Fishing, bird hunting, and cooking for years had been his central obsessions. Stop one and they all stopped. It was a mystery of sorts but more caused more. When he had become interested in cooking in those teaching years his wife was thrilled. There is scarcely a housewife who doesn’t tire of coming up with something new every night for dinner. With him oddly it had begun somewhere between recipes and poems. In his usual state of hubris he decided to create original recipes that would amount to the size of a book of poems. Of course he quickly fell flat on his face. When questioned his wife would point out that his original recipe wasn’t original. She had a huge repertoire of recipes and a library of cookbooks that impressed all visitors. Not having thought the problem through he was humiliated that he wasn’t a great creative chef instantly. She, meanwhile, was highly amused to the point that he easily became quarrelsome. And to his despair he discovered that cooking and drinking didn’t go together, certainly not beyond a single glass of wine.

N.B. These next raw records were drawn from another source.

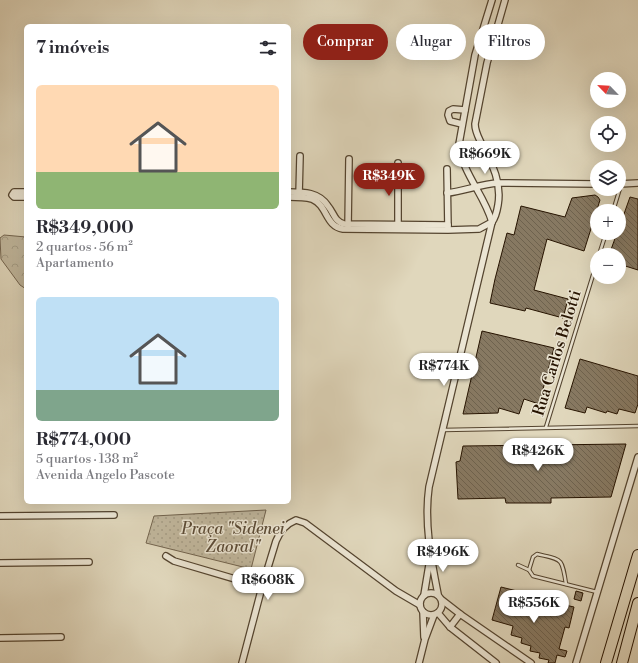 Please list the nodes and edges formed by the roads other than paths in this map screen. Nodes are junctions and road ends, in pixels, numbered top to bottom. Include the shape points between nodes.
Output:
1 (492, 0) edge
2 (504, 1) edge
3 (465, 110) junction
4 (462, 124) junction
5 (300, 156) dead end
6 (349, 159) dead end
7 (398, 163) dead end
8 (447, 169) dead end
9 (498, 183) junction
10 (590, 184) edge
11 (626, 184) edge
12 (638, 184) edge
13 (475, 187) junction
14 (24, 192) edge
15 (291, 192) edge
16 (448, 193) junction
17 (299, 194) junction
18 (291, 196) edge
19 (24, 197) edge
20 (492, 222) junction
21 (348, 226) junction
22 (398, 227) junction
23 (448, 228) junction
24 (590, 284) edge
25 (638, 426) edge
26 (546, 427) junction
27 (443, 430) junction
28 (638, 456) edge
29 (114, 515) dead end
30 (0, 516) edge
31 (431, 555) junction
32 (638, 555) edge
33 (166, 556) dead end
34 (89, 562) dead end
35 (0, 563) edge
36 (518, 566) dead end
37 (529, 570) junction
38 (566, 584) junction
39 (262, 587) junction
40 (597, 592) junction
41 (438, 594) junction
42 (424, 595) junction
43 (442, 600) junction
44 (638, 603) edge
45 (420, 605) junction
46 (424, 612) junction
47 (436, 614) junction
48 (460, 614) junction
49 (450, 627) junction
50 (61, 637) dead end
51 (0, 638) edge
52 (424, 639) junction
53 (242, 663) edge
54 (418, 663) edge
55 (496, 663) edge
56 (531, 663) edge
57 (576, 663) edge
58 (605, 663) edge
59 (622, 663) edge

1 - 3 street via 475,55
2 - 9 street via 487,62 475,124 476,133 496,173
3 - 4 street
3 - 4 street via 453,109 448,115 450,121
4 - 13 street via 459,144 461,157
5 - 17 street
6 - 21 street
7 - 22 street
8 - 16 street
9 - 10 street
9 - 13 street
9 - 20 street via 499,198
11 - 12 street
13 - 16 street
13 - 20 street via 487,207
14 - 19 street via 14,192 12,195
15 - 17 street
16 - 23 street
17 - 18 street
17 - 21 street via 315,201 333,225 340,228
20 - 23 street via 479,229
20 - 27 street
21 - 22 street
22 - 23 street
24 - 26 lane, Rua Carlos Belotti
25 - 26 lane
26 - 27 lane
27 - 31 street via 427,503
28 - 40 street
29 - 30 street
31 - 41 street
31 - 42 street
32 - 58 highway
33 - 39 street via 174,561
34 - 35 street
36 - 37 lane
37 - 38 lane via 533,576
37 - 38 lane via 533,557 537,554 558,559 563,565
38 - 40 lane
39 - 45 street via 279,533 286,525 296,520 305,523 396,591
39 - 53 street
40 - 57 street
41 - 42 street via 431,592
41 - 43 street
42 - 45 street
43 - 47 street via 443,605
43 - 48 street
44 - 59 highway
45 - 46 street
46 - 47 street
46 - 52 street
47 - 49 street
47 - 52 street
48 - 49 street
48 - 56 street
49 - 55 street
50 - 51 street
52 - 54 street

His first victory was absurd. A young couple from the French department had stopped by for a drink and to advise him on his next trip to France. The young woman seemed to know everything about food and wine. He did note how quickly the young quiet and deferential man opened a bottle of wine. It was enviable when he had seen it done in the bistros and he thought it required big talent and an amateur could never pull it off. His wife had warned him against cooking from the books of Paula Wolfert as the recipes were currently well “above his head.” He had started a recipe the afternoon before but it wouldn’t be done until midnight. His wife had made it once saying that he probably wasn’t worth all the effort. It was a stew made of duck legs and thighs, garlic, thyme, Armagnac, and red wine. His wife was tired, made an omelet with cheese, and went to bed, and he gave up on the recipe.